Pilip is married to Lucie Pilipova, who was a foreign ministry spokesperson, until she left the role when her husband became chairman of the KDS to avoid any conflict of interest.[3]

Political career

The KDS fought the 1992 Czech election in alliance with the Civic Democrats and became a junior partner in a coalition led by the Civic Democrats.[4] In August 1992 Pilip was appointed deputy education minister in the coalition government, before becoming Education Minister in 1994, replacing Petr Piťha who had brought him into the government.[3] Pilip was elected chairman of the KDS in December 1993, succeeding Vaclav Benda, after winning an election for the party leadership.[3]

However, in 1995 the KDS agreed to merge with the Civic Democrats, with 5 of the 10 KDS deputies, including Pilip, joining the Civic Democrats.[4] Pilip stayed as Education Minister after the merger, but became seen as a leading figure within the Civic Democrats, before becoming finance minister in the summer of 1997.[5]

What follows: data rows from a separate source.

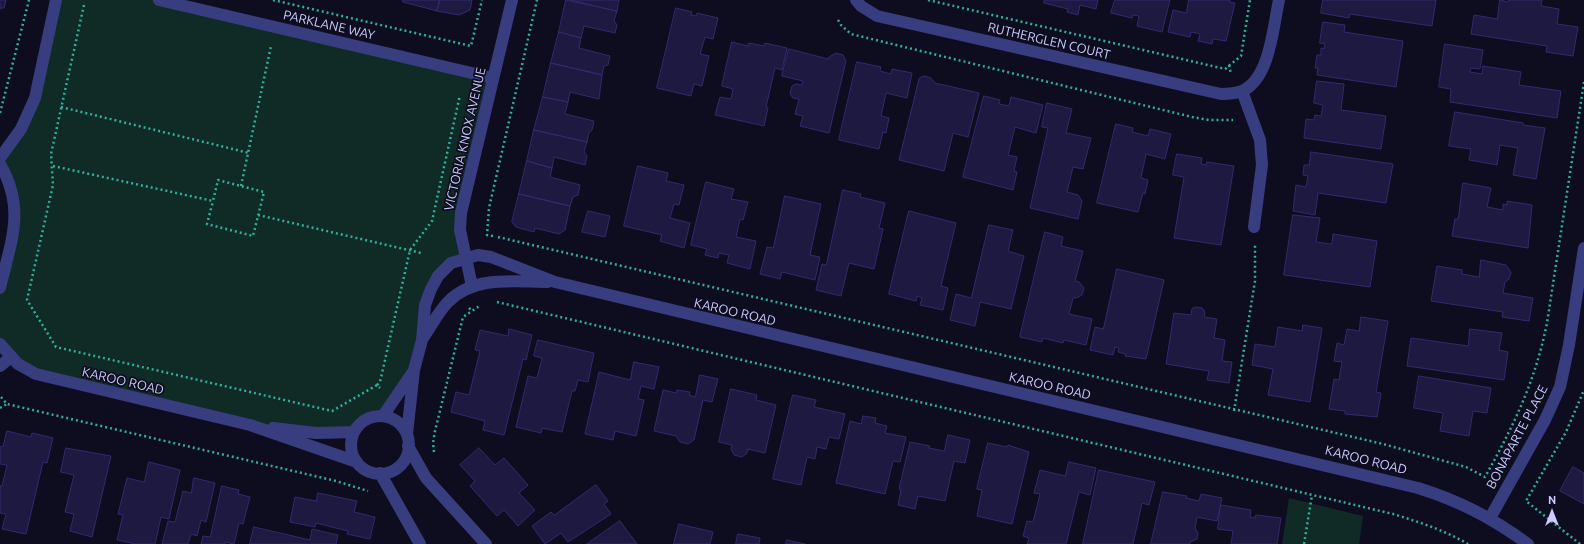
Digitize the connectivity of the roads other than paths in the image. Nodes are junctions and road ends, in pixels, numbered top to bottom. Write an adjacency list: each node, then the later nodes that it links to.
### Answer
1 (56, 0): 8 (street)
2 (159, 0): 6 (street, PARKLANE WAY)
3 (512, 0): 6 (street, VICTORIA KNOX AVENUE)
4 (856, 0): 7 (street, RUTHERGLEN COURT)
5 (1279, 0): 7 (street, RUTHERGLEN COURT)
6 (494, 78): 12 (street, VICTORIA KNOX AVENUE)
7 (1242, 90): 10 (street)
8 (0, 158)
9 (0, 164): 15 (street)
10 (1254, 227)
11 (1584, 248): 27 (street, BONAPARTE PLACE)
12 (465, 258): 13 (street, KAROO ROAD); 14 (street, VICTORIA KNOX AVENUE); 16 (street, KAROO ROAD)
13 (555, 282): 14 (street, KAROO ROAD); 27 (street, KAROO ROAD)
14 (472, 286): 16 (street, KAROO ROAD)
15 (0, 288)
16 (422, 340): 20 (street, KAROO ROAD)
17 (0, 344): 18 (street, KAROO ROAD)
18 (11, 357): 19 (street); 22 (street, KAROO ROAD)
19 (0, 366)
20 (414, 370): 21 (street, KAROO ROAD); 24 (street, KAROO ROAD)
21 (383, 416): 23 (street); 24 (street)
22 (250, 426): 23 (street, KAROO ROAD); 25 (street, KAROO ROAD)
23 (354, 432): 25 (street)
24 (408, 440): 26 (street); 29 (street)
25 (357, 462): 26 (street)
26 (380, 473): 28 (street)
27 (1490, 518): 30 (street, KAROO ROAD)
28 (420, 544)
29 (486, 544)
30 (1528, 544)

In the second half of 1997 pressure built on the prime minister Václav Klaus, over a donation to the Civic Democrats from a businessman who had recently gained a significant stake in a company privatised by the government.[6] After the Foreign Minister, Josef Zieleniec, resigned in October 1997, Ivan Pilip called on Klaus to resign on 28 November and around the same time the 2 junior parties in the coalition quit the government.[6] Klaus resigned as Prime Minister on 30 November and Pilip said he would challenge Klaus for the leadership of the Civic Democratic Party if no one else did.[7] On 7 December a bomb exploded outside Pilip's house, causing no injuries, but alarming many.[7] Klaus was re-elected as leader of the Civic Democrats, but Pilip continued on as Finance Minister, along with 3 other rebel Civic Democrats, in a caretaker government led by the Governor of the Czech National Bank, Josef Tošovský.[8]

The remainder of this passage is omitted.